Hello friends,
I returned from the Madrid and London trip long trip with the same number of items in my suitcase but many new awarenesses about my company, people, and the world. One was the importance of doing this project. The video below was shown on a large screen in an auditorium of 400 people for the Employee Talent segment at a company all-hands meeting.
A handful of colleagues came up to me afterward and told me they loved the idea of the project and how it made them think about doing something like it for themselves. The Talent segment also contained fun and inspiring employee experiences with music, cooking, renovation, and sewing. One never knows how pursuing your interests can inspire others; I believe creative acts are doorways to infinity, and today’s Fifty-Fifty excerpt offers a take on how sharing what you love and simply being who you are can demonstrate leadership and open doors for others.
5. Kindergarten
Big John, the man in this picture, was my mother’s boyfriend in my younger years. He was in a band and we lived in three different houses with him, his bandmates, and their partners. His two sons lived with us; Chris, pictured in last week’s photo, was just a year younger than me. The white house sat a ways back from a dirt road. My younger neighbor Erika (Hi, Erika!) and her family lived up the road. This rural life wasn’t lonely or quiet; the band rehearsed in the attic and we kids made the most of the empty barn, the woods in the back, and the short hill in front of the house that was barely steep enough for sledding.
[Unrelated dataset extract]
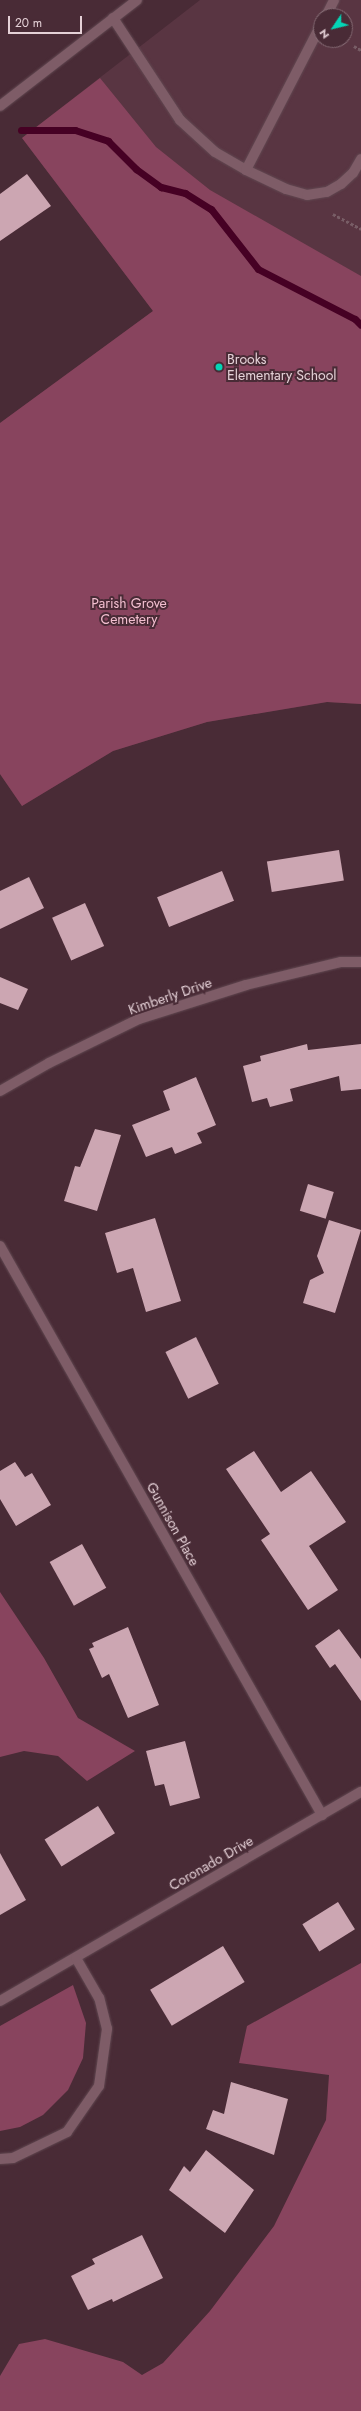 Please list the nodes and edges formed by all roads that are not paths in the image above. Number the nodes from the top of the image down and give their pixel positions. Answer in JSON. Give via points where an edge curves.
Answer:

Every day, my mother walked me up the road to Route 25 where I met the bus for North Haverhill Elementary School. There, I met another neighbor, Jen, who is still a good friend. (Hi, Jen!) Compared to the chaos of young kids at home, I loved the structure school offered. Looking at my proud little self in mucky snow on the way to school, I’m reminded how we all are inadvertent leaders to different times in our lives to different people. Simply because I was older than Erika and Chris, I was a leader modeling what it was to be a Kindergarten student.
Before this trip, I asked several friends for tips for London and long international flights. Sometimes I got tips without even asking: a London-based former colleague called me up with tips while another friend who lives there sent lists of favorite London sights and things to know. They were leading the way for me to have an enjoyable visit. The best tip I got was to book a tour of Parliament, which offered a refreshing look at at an older form of democratic government than the United States, plus the most ornate interiors I’ve ever seen.
For whom have you been an inadvertent leader in your life, simply because of your age, experience, or whereabouts? Who were your inadvertent role models, and how did they shape your development?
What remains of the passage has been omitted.